▶ EXERCISE DETAILS
Match the string "roads" against each line below, and copy every line that matches.

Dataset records
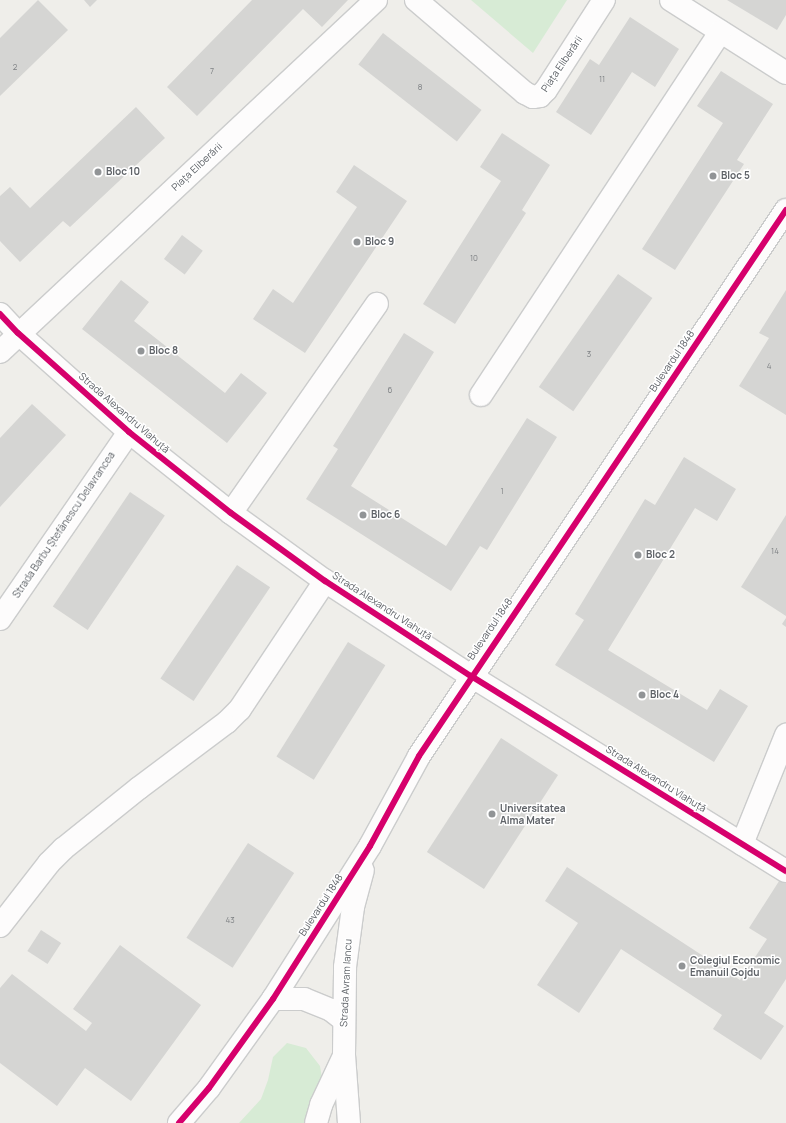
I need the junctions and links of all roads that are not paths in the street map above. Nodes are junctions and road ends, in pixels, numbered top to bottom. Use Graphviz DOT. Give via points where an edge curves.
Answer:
graph roads {
  1 [pos="376,0"];
  2 [pos="416,0"];
  3 [pos="604,0"];
  4 [pos="672,0"];
  5 [pos="720,32"];
  6 [pos="786,73"];
  7 [pos="786,210"];
  8 [pos="376,304"];
  9 [pos="0,314"];
  10 [pos="18,333"];
  11 [pos="0,352"];
  12 [pos="481,395"];
  13 [pos="129,432"];
  14 [pos="231,513"];
  15 [pos="325,581"];
  16 [pos="0,619"];
  17 [pos="471,676"];
  18 [pos="786,735"];
  19 [pos="742,844"];
  20 [pos="370,846"];
  21 [pos="786,871"];
  22 [pos="0,926"];
  23 [pos="273,998"];
  24 [pos="344,1020"];
  25 [pos="344,1055"];
  26 [pos="179,1123"];
  27 [pos="316,1123"];
  28 [pos="349,1123"];
  1 -- 10 [label="street, Piața Eliberării"];
  2 -- 3 [label="street, Piața Eliberării" via="525,93 533,97 540,96 546,90"];
  4 -- 5 [label="street"];
  5 -- 6 [label="street"];
  5 -- 12 [label="street"];
  7 -- 17 [label="street, Bulevardul 1848"];
  8 -- 14 [label="street"];
  9 -- 10 [label="street, Strada Alexandru Vlahuță"];
  10 -- 11 [label="street, Piața Eliberării"];
  10 -- 13 [label="street, Strada Alexandru Vlahuță"];
  13 -- 14 [label="street, Strada Alexandru Vlahuță"];
  13 -- 16 [label="street, Strada Barbu Ștefănescu Delavrancea"];
  14 -- 15 [label="street, Strada Alexandru Vlahuță"];
  15 -- 17 [label="street, Strada Alexandru Vlahuță"];
  15 -- 22 [label="street" via="240,709 227,722 63,849 48,863"];
  17 -- 19 [label="street, Strada Alexandru Vlahuță"];
  17 -- 20 [label="street, Bulevardul 1848" via="418,756"];
  18 -- 19 [label="street"];
  19 -- 21 [label="street, Strada Alexandru Vlahuță"];
  20 -- 23 [label="street, Bulevardul 1848"];
  20 -- 24 [label="street, Strada Avram Iancu" via="358,886 348,935"];
  23 -- 24 [label="street" via="310,1000 331,1010"];
  23 -- 26 [label="street, Bulevardul 1848" via="209,1088"];
  24 -- 25 [label="street, Strada Avram Iancu"];
  25 -- 27 [label="street" via="321,1105"];
  25 -- 28 [label="street, Strada Avram Iancu"];
}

▶ FINISHED EXERCISE
I need the junctions and links of all roads that are not paths in the street map above. Nodes are junctions and road ends, in pixels, numbered top to bottom. Use Graphviz DOT. Give via points where an edge curves.
graph roads {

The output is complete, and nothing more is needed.